RECORDS FOR THE TASK:
——————————
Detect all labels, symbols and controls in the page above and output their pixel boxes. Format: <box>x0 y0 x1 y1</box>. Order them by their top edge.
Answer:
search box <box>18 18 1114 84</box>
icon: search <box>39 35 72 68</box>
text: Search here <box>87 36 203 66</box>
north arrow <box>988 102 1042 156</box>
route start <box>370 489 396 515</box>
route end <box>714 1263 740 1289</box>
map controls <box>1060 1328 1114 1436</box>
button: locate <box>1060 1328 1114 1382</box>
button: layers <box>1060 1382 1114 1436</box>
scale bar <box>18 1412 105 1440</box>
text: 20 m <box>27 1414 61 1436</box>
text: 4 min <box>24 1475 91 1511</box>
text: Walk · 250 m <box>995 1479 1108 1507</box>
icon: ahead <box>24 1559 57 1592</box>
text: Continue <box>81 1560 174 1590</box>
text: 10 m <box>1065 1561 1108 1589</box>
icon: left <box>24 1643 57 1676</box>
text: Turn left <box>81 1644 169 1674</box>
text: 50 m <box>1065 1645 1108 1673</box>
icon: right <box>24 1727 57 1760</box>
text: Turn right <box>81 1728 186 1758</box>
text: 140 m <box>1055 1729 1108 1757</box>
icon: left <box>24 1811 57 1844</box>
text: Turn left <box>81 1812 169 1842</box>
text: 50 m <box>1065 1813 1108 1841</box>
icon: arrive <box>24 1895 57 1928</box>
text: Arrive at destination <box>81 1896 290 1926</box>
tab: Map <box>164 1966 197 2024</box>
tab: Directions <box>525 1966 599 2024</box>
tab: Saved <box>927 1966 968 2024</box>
——————————
REQUIRED ACTION: Copy out all of the records shown above exactly.

EXERCISE SOLUTION:
Detect all labels, symbols and controls in the page above and output their pixel boxes. Format: <box>x0 y0 x1 y1</box>. Order them by their top edge.
Answer:
search box <box>18 18 1114 84</box>
icon: search <box>39 35 72 68</box>
text: Search here <box>87 36 203 66</box>
north arrow <box>988 102 1042 156</box>
route start <box>370 489 396 515</box>
route end <box>714 1263 740 1289</box>
map controls <box>1060 1328 1114 1436</box>
button: locate <box>1060 1328 1114 1382</box>
button: layers <box>1060 1382 1114 1436</box>
scale bar <box>18 1412 105 1440</box>
text: 20 m <box>27 1414 61 1436</box>
text: 4 min <box>24 1475 91 1511</box>
text: Walk · 250 m <box>995 1479 1108 1507</box>
icon: ahead <box>24 1559 57 1592</box>
text: Continue <box>81 1560 174 1590</box>
text: 10 m <box>1065 1561 1108 1589</box>
icon: left <box>24 1643 57 1676</box>
text: Turn left <box>81 1644 169 1674</box>
text: 50 m <box>1065 1645 1108 1673</box>
icon: right <box>24 1727 57 1760</box>
text: Turn right <box>81 1728 186 1758</box>
text: 140 m <box>1055 1729 1108 1757</box>
icon: left <box>24 1811 57 1844</box>
text: Turn left <box>81 1812 169 1842</box>
text: 50 m <box>1065 1813 1108 1841</box>
icon: arrive <box>24 1895 57 1928</box>
text: Arrive at destination <box>81 1896 290 1926</box>
tab: Map <box>164 1966 197 2024</box>
tab: Directions <box>525 1966 599 2024</box>
tab: Saved <box>927 1966 968 2024</box>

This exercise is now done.